Il film del 1992 è tratto dall’omonimo romanzo di
Yves Theriault, un prolifico scrittore del Quebec che nel 1958 ha
pubblicato questa toccante storia sul conflitto culturale tra Inuit
ed uomini bianchi, sullo sfondo delle immense distese ghiacciate dei
territori del nord-ovest canadese. La critica cinematografica del
tempo è stata inclemente e ha sottolineato la “buona qualità di
riprese e l’apprezzabile sforzo paesaggistico nel quale fanno bella
figura le sequenze con animali (che i titoli del film garantiscono
non essere stati maltrattati!)” ma anche “la miscela di denuncia
etnica, onirismo sciamanico e sensibilità ambientale un po' di
maniera” e “le scene d'azione sottotono, la regia sonnolenta ed una
sceneggiatura che fa acqua”.
Noi abbiamo apprezzato il film per i momenti da documentario sugli
usi e costumi degli Inuit, sebbene molto adattati alle esigenze
cinematografiche di un film di cassetta.
La prima scena si apre su un magnifico paesaggio ghiacciato: una
slitta trainata dai cani corre sulle infinite distese bianche,
seguita da un bell’esemplare di lupo dagli occhi gialli. Siamo nel
Grande Nord del 1935. La slitta si ferma, il cacciatore la ribalta,
poi si alza, poggia il fucile e si toglie gli occhiali, quelli di
osso intagliati con due piccole fessure orizzontali, fissati intorno
alla testa con una stringa di pelle.
I costumi del film, per quanto scenografici, sono molto credibili e
permettono allo spettatore di calarsi subito nel rigido ambiente
artico.
Un lupo si affaccia sulla vallata, un’aquila
prende il volo e all’improvviso compare un gigantesco orso polare!
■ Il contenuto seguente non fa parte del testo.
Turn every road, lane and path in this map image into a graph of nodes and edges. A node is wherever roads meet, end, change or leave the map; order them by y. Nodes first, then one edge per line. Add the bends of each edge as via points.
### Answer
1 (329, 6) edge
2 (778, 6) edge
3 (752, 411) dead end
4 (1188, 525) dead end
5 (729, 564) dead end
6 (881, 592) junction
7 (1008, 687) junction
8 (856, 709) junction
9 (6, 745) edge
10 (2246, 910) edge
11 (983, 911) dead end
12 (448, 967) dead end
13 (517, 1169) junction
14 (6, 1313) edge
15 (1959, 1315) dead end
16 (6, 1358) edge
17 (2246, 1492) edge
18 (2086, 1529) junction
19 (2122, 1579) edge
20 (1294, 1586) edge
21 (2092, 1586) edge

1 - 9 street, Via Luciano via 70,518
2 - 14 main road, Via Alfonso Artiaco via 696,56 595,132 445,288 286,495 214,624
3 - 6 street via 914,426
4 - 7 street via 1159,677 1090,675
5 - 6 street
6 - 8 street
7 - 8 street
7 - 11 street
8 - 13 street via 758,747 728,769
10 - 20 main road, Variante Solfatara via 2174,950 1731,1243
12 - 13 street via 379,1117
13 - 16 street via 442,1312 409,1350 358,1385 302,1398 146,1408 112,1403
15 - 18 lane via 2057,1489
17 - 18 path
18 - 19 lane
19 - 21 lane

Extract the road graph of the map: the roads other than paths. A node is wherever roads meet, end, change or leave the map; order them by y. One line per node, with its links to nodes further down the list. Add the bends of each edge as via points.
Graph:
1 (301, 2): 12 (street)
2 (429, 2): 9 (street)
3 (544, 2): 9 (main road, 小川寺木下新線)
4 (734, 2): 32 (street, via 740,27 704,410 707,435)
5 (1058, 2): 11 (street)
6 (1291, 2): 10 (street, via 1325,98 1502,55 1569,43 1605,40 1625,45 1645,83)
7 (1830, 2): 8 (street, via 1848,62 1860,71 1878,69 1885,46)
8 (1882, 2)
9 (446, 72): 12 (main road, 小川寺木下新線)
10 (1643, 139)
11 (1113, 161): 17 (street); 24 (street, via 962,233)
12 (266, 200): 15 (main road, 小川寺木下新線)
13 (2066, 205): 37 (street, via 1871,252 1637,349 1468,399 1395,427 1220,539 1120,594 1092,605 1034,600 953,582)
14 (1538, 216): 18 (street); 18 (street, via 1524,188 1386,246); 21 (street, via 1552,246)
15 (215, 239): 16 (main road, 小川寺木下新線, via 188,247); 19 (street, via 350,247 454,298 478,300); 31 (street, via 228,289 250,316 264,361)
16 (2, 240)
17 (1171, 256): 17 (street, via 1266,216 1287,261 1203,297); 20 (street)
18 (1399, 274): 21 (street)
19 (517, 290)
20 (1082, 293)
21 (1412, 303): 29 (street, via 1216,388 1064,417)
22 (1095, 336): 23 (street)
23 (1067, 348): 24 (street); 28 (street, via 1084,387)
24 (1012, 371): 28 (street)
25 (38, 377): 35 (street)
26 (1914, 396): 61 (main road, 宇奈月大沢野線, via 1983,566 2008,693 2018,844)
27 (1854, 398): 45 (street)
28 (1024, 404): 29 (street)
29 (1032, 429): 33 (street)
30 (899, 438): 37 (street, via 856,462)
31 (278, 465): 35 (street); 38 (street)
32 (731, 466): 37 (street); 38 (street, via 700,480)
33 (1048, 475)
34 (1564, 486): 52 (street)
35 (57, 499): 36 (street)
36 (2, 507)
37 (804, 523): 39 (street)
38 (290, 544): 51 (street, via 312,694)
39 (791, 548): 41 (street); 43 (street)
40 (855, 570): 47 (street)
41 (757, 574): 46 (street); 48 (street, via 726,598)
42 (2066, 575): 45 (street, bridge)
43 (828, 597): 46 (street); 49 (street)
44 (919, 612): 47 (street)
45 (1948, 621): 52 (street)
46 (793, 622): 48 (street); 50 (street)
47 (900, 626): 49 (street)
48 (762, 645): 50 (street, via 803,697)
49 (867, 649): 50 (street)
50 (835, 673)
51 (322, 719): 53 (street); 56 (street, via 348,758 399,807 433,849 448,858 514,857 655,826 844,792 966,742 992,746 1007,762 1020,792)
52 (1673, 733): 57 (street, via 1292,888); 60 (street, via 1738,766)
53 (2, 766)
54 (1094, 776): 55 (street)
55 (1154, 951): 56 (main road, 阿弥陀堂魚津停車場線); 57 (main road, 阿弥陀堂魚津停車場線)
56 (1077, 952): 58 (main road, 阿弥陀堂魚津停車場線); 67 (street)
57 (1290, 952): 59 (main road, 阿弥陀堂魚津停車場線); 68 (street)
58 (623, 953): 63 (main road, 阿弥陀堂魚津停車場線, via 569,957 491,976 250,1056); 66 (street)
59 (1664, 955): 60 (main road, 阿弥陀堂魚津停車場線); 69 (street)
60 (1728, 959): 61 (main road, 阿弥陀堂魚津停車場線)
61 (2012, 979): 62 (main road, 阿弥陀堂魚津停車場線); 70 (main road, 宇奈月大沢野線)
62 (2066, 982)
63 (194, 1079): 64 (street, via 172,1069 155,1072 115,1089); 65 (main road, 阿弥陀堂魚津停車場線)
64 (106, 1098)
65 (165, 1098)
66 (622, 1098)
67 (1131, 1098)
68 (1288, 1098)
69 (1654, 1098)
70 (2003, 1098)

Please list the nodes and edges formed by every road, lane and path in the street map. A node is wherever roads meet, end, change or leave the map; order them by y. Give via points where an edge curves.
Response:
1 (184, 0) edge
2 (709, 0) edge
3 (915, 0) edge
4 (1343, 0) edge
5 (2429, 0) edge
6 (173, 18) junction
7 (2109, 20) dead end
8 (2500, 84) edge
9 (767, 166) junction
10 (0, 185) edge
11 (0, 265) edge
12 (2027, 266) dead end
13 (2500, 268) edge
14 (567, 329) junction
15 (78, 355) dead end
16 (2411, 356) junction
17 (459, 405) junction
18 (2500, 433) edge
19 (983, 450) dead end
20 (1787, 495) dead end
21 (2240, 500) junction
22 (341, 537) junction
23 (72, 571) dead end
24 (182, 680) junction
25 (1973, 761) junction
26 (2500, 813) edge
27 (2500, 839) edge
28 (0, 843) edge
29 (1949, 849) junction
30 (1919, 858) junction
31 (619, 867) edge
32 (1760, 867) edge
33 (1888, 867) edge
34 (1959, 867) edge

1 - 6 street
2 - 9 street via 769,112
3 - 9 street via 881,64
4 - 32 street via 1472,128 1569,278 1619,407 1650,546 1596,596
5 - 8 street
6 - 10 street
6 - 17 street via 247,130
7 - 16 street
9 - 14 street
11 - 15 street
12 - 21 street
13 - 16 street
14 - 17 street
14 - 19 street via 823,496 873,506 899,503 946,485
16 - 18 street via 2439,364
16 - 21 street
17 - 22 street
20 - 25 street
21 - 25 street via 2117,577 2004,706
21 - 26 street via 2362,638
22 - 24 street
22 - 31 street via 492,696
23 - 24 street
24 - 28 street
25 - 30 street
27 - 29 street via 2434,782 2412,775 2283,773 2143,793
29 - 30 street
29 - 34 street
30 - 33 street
Con l’ingresso in scena degli animali, comincia a dipanarsi la trama
del film.
Agaguk è un giovane eschimese, figlio dello sciamano Croomak. Il
ragazzo è uno dei cacciatori più forti, vive secondo le millenarie
usanze del suo popolo ed è infastidito dalla presenza dell’uomo
bianco. E’ stato un inverno rigido: “Gli spiriti della terra non
sono stati molto generosi”, osserva lo sciamano. La risposta del
commerciante bianco non lascia speranze: “Se non avete pelli da
vendere, non posso darvi tabacco, alcool ed alimenti”. Quando Agaguk
rientra dalla caccia con la pelle dell’orso, il padre gliela chiede
in regalo ma Agaguk rifiuta perché per tradizione la pelle dell’orso
spetta al cacciatore che lo ha visto ed ucciso. Nei fumi
dell’alcool, invece, lo sciamano baratta la pelle con due bottiglie
di liquore. Irritato dal comportamento meschino del commerciante,
Agaguk cerca di recuperare la pelle ma ne nasce una lite furibonda
in cui l’uomo bianco rimane ucciso. Lo sciamano scaglia su di lui
una maledizione: “Hai girato le spalle al tuo popolo, lo spirito
dell’uomo bianco ti darà la caccia”. Iniziano così le peregrinazioni
di Agaguk, costretto ad abbandonare il suo popolo insieme alla
giovane moglie Igiyook. Ma un lupo li segue minaccioso, la sua ombra
accompagna il cacciatore in tutti i suoi spostamenti ed una notte lo
assale: Agaguk riesce a salvarsi ma rimane sfigurato.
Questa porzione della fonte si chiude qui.